Hungary continues to stand by its position of advocating for an immediate ceasefire and peace negotiations in Ukraine, which it will represent in every forum. Gulyás said that the war situation has not become easier, but rather more difficult, entering a new phase, and more people are dying on the battlefield. He added that the government believes it is not only in Hungary’s national interest but in the interest of everyone to achieve peace as soon as possible. ‘Only peace can put an end to the killing,’ which is why Hungary must maintain its stance that an immediate ceasefire and peace negotiations are needed, he said. The minister believes that by openly representing Hungary’s pro-peace stance, the country is subjected to a great deal of criticism within the European Union, and the critics would prefer to silence the Hungarian position. He added that this is because while the European political elite may be unified on certain matters, European societies are not, so Hungary continues to adhere to its position of advocating for an immediate peace. He noted that the government also considers this morally correct stance.

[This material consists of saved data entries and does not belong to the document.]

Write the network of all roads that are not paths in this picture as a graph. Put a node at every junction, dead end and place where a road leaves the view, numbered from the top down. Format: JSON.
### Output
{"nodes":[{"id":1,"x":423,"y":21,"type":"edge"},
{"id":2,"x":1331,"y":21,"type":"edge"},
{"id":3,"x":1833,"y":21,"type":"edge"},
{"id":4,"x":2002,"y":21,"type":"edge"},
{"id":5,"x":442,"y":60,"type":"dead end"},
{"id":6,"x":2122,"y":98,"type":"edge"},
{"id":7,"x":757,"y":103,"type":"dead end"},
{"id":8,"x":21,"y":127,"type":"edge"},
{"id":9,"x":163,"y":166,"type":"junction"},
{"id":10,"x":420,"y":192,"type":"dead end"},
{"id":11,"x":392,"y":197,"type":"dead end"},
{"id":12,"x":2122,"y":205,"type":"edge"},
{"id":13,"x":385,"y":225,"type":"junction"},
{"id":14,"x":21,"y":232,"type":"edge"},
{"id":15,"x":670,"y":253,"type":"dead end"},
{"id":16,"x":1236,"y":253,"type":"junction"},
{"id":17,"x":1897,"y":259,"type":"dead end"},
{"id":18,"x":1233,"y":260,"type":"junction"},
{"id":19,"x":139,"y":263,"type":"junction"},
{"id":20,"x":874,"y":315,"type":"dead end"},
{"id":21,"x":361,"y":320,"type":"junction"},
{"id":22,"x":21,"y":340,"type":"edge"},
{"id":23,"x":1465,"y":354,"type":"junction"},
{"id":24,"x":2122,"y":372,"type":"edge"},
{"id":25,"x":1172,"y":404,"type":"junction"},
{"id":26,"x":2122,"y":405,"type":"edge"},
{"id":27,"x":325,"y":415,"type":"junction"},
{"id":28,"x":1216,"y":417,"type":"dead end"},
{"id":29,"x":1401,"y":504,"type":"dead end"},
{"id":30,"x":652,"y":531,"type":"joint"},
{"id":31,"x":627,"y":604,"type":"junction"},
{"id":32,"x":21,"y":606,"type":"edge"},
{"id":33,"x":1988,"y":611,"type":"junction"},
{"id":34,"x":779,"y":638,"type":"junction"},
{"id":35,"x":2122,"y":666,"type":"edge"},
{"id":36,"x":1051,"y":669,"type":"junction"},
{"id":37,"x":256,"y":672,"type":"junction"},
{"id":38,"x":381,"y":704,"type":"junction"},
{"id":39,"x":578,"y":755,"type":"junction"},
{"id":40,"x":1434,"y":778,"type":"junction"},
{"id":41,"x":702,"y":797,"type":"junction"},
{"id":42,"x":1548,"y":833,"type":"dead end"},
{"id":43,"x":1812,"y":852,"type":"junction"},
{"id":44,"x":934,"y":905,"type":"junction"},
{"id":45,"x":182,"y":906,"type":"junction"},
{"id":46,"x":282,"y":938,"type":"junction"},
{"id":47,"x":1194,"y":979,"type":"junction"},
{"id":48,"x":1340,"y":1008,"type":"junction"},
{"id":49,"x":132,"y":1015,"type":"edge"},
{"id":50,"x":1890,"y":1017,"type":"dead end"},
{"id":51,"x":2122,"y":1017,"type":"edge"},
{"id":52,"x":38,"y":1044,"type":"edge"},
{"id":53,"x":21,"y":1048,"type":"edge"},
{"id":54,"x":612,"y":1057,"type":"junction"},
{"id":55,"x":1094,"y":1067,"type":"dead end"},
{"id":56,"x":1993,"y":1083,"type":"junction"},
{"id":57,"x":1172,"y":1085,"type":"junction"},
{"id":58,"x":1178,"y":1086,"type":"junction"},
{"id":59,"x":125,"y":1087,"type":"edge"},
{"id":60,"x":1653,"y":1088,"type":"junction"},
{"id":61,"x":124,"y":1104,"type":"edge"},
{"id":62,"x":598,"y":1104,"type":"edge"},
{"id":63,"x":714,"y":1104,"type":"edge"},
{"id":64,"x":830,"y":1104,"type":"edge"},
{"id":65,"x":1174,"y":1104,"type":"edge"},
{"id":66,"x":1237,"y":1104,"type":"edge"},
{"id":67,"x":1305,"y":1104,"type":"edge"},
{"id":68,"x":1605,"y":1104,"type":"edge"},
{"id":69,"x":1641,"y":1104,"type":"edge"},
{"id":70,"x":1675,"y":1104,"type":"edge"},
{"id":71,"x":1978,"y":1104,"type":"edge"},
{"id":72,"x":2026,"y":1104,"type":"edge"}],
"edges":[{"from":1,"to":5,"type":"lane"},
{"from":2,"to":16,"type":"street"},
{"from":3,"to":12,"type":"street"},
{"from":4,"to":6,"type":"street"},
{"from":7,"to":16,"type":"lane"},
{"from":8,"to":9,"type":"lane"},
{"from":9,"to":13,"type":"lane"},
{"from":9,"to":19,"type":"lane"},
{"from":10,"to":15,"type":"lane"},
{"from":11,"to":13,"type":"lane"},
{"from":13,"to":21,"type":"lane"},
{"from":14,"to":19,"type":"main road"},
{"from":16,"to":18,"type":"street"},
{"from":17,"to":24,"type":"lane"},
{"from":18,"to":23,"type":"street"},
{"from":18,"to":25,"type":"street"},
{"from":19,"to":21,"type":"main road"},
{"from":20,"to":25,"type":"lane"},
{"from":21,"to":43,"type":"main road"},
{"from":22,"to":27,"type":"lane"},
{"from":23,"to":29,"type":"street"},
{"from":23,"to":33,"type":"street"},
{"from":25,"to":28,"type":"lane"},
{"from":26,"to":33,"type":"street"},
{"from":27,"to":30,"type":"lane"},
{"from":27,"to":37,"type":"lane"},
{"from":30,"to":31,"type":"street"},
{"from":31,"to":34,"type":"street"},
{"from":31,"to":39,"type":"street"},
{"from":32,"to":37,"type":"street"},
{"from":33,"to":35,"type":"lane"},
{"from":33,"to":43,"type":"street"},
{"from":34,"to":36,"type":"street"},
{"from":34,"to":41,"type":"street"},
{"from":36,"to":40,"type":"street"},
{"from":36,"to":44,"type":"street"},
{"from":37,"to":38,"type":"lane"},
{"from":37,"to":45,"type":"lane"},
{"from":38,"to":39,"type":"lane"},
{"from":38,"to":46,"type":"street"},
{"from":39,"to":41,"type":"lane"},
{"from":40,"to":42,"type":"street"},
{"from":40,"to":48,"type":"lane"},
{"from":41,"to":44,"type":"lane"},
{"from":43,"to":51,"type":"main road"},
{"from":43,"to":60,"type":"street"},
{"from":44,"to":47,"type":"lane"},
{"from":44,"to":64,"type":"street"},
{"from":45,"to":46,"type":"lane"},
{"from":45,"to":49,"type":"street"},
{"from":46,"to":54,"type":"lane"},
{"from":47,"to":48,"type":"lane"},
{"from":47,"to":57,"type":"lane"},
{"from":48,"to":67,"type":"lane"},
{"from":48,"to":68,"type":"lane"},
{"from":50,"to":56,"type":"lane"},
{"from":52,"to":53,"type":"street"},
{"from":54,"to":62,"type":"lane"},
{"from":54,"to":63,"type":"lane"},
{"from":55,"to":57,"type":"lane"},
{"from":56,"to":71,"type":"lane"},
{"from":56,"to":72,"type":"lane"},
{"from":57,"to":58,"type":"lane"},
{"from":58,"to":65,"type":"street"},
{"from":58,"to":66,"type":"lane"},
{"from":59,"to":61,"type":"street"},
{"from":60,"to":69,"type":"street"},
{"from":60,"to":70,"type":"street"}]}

He also mentioned that since ‘we are living in times of war,’ Hungary needs a defence budget, and the 2024 budget guarantees the country’s security, protects families, retirees, reduces utility costs, and preserves jobs. Gulyás considered it most important for the country to have an approved budget by 2024. He also stated that next year Hungary will have sufficient resources, for the first time since the regime change, to meet its NATO obligation

and commit two per cent of the GDP to defence spending.

He encouraged citizens to keep keep their savings in government bonds or treasury bills, which offer high interest rates and are tax-free, as by doing that they support the country. He added that the tax introduced on other types of savings will only last as long as the war does.

The minister described Brussels’ proposal on migrant quotas as unacceptable and explicitly dangerous, stating that it represents yet another abuse of power by Brussels, which must be countered with every means and in every form.

He explained that the Brussels decision is an invitation to anyone who wants to come to Europe and will strengthen migration. ‘Hungary would be severely disadvantaged in several aspects by such regulations,’ so it is necessary to fight against them, he declared. Regarding European Union funds, ‘the ball is in Brussels’ court,’ and it is a political decision whether the European Commission will assume the conflict with the European Parliament and provide Hungary with the funds it is entitled to, according to Gulyás.

He highlighted that

Hungarian left-wing MEPs, who earn 6 million forints net a month, are doing everything in their power to prevent Hungary from receiving the EU funds,

to stop Hungarian teachers from receiving salary increases, and to deprive the Hungarian healthcare system of additional resources.

He also stated that next year the country will have sufficient resources, for the first time since the regime change, to meet the NATO obligation of allocating 2 per cent of GDP to defence spending.